[Dataset entries]
○ ○ ○ ○ ○
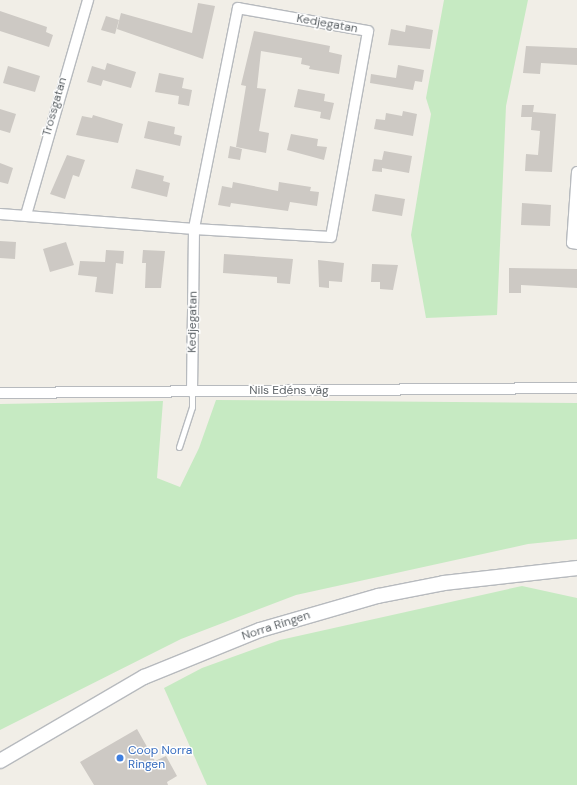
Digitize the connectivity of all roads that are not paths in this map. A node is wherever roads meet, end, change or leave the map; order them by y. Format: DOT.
graph roads {
  1 [pos="88,0"];
  2 [pos="577,172"];
  3 [pos="0,214"];
  4 [pos="26,215"];
  5 [pos="194,229"];
  6 [pos="574,244"];
  7 [pos="577,388"];
  8 [pos="192,392"];
  9 [pos="0,393"];
  10 [pos="179,447"];
  11 [pos="577,568"];
  12 [pos="0,761"];
  1 -- 4 [label="street, Trossgatan"];
  2 -- 6 [label="street"];
  3 -- 4 [label="street"];
  4 -- 5 [label="street"];
  5 -- 5 [label="street, Kedjegatan"];
  5 -- 8 [label="street, Kedjegatan"];
  7 -- 8 [label="street, Nils Edéns väg"];
  8 -- 9 [label="street, Nils Edéns väg"];
  8 -- 10 [label="lane"];
  11 -- 12 [label="main road, Norra Ringen"];
}
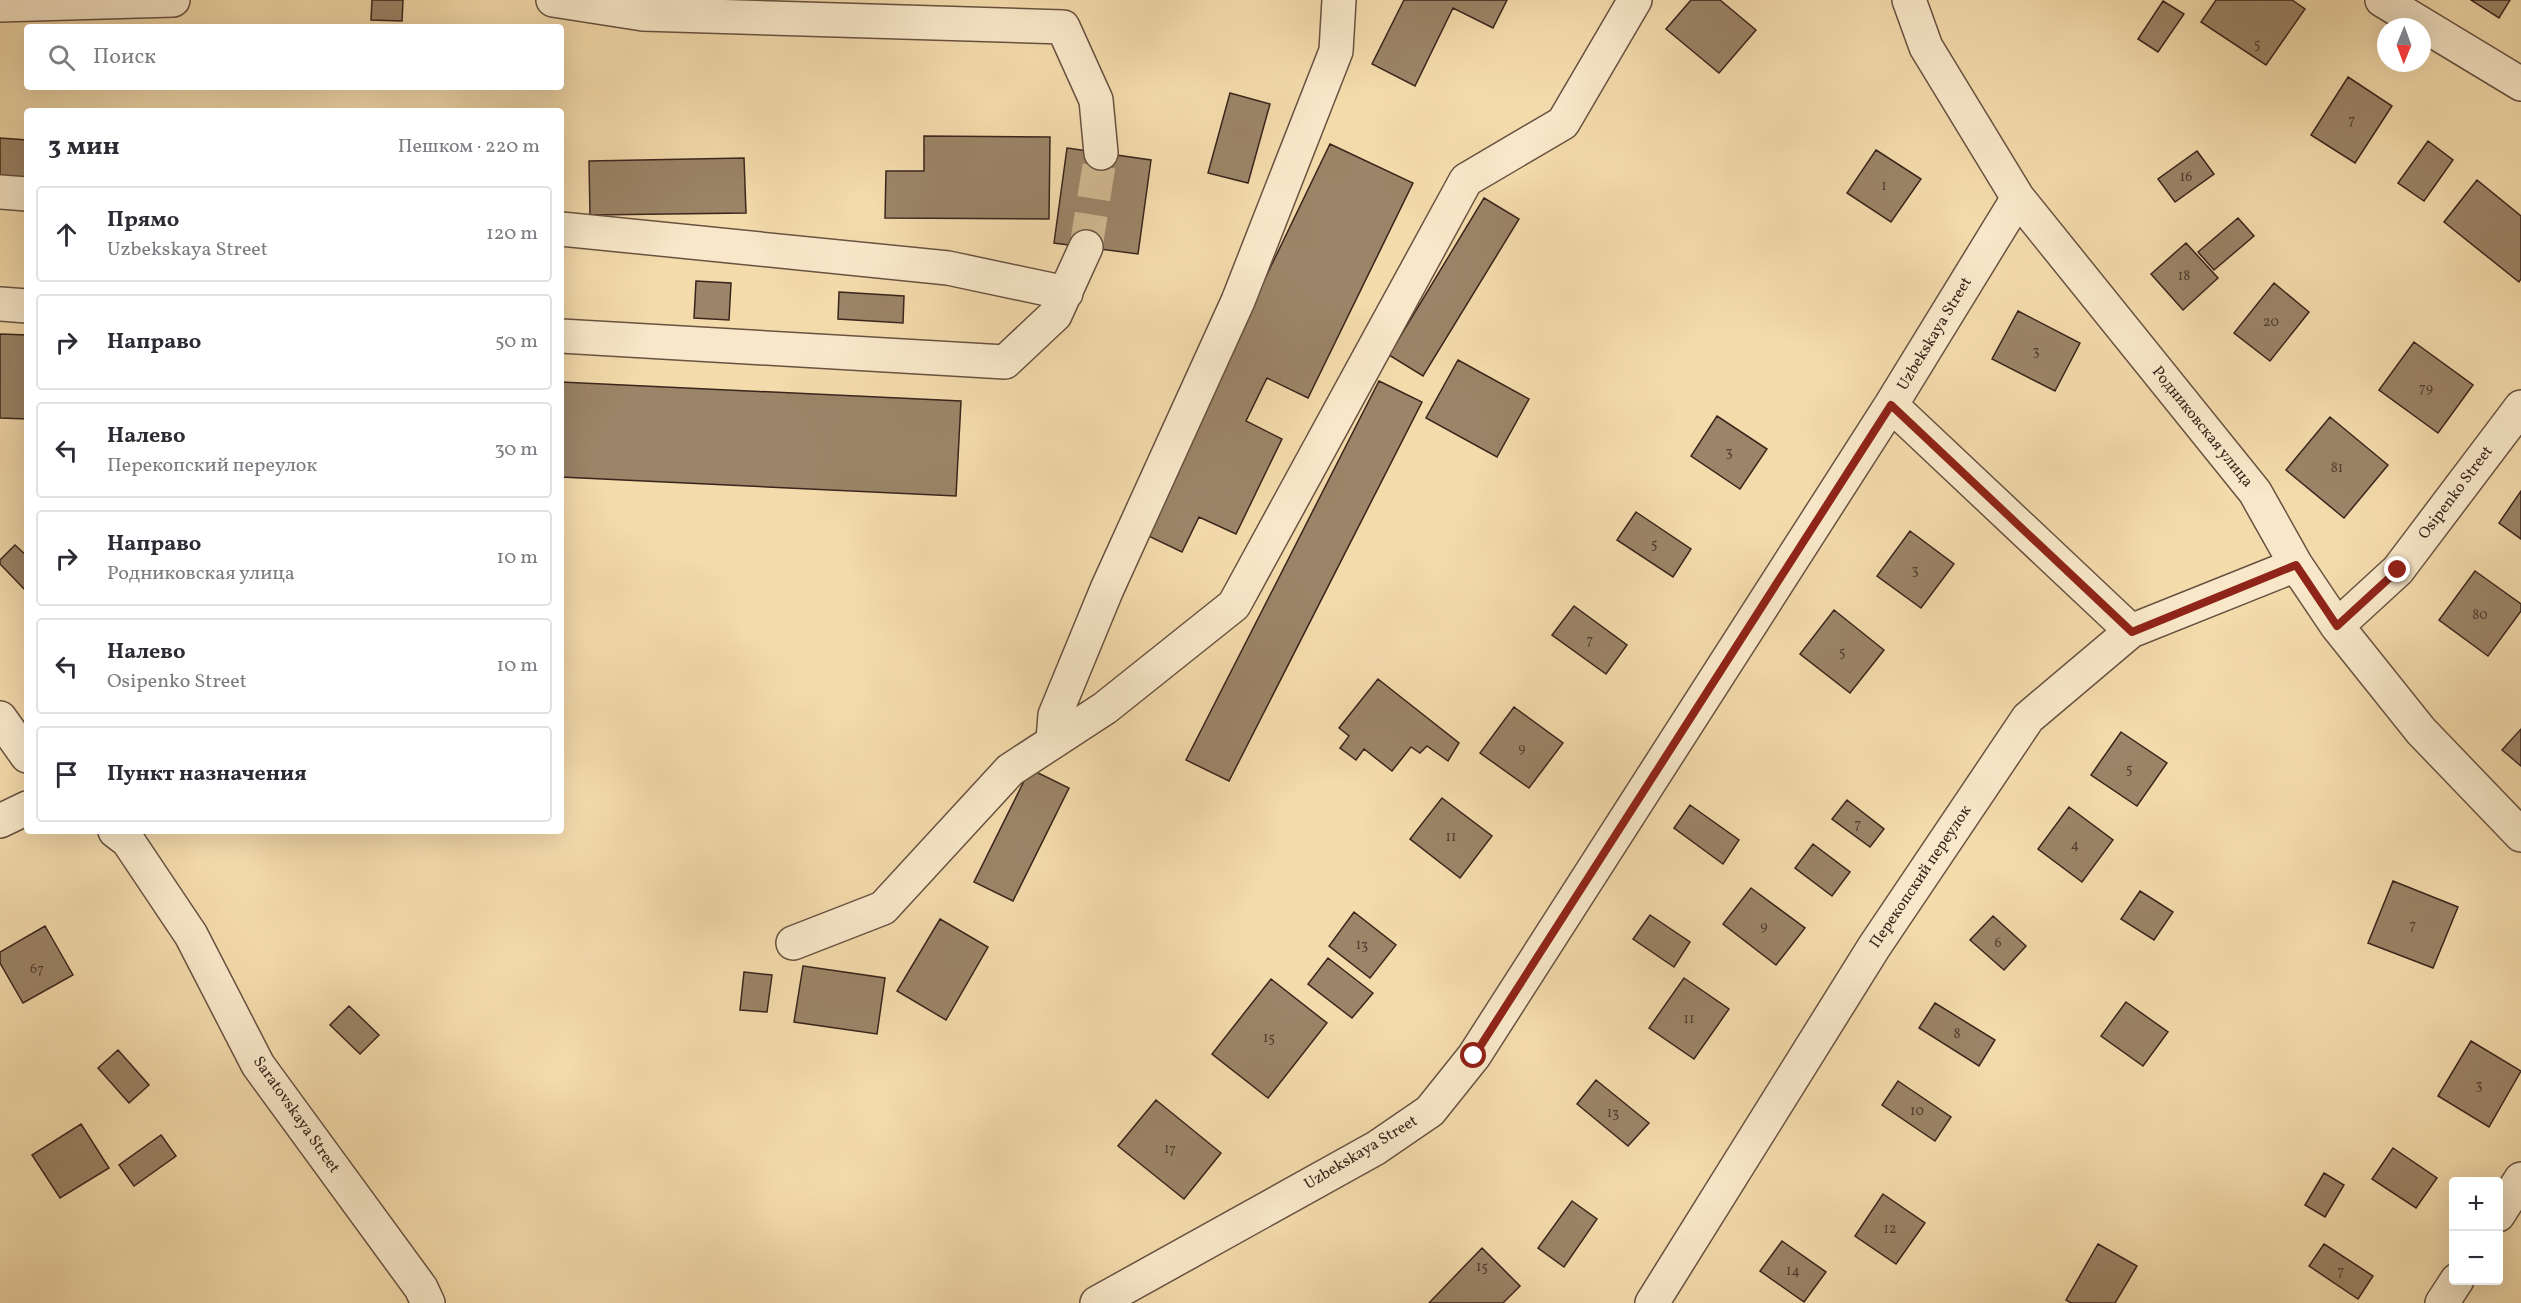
○ ○ ○ ○ ○
### Work to be completed
Set down every entry above without alteration, but print no images.

### Solution for this exercise
Digitize the connectivity of all roads that are not paths in this map. A node is wherever roads meet, end, change or leave the map; order them by y. Format: DOT.
graph roads {
  1 [pos="88,0"];
  2 [pos="577,172"];
  3 [pos="0,214"];
  4 [pos="26,215"];
  5 [pos="194,229"];
  6 [pos="574,244"];
  7 [pos="577,388"];
  8 [pos="192,392"];
  9 [pos="0,393"];
  10 [pos="179,447"];
  11 [pos="577,568"];
  12 [pos="0,761"];
  1 -- 4 [label="street, Trossgatan"];
  2 -- 6 [label="street"];
  3 -- 4 [label="street"];
  4 -- 5 [label="street"];
  5 -- 5 [label="street, Kedjegatan"];
  5 -- 8 [label="street, Kedjegatan"];
  7 -- 8 [label="street, Nils Edéns väg"];
  8 -- 9 [label="street, Nils Edéns väg"];
  8 -- 10 [label="lane"];
  11 -- 12 [label="main road, Norra Ringen"];
}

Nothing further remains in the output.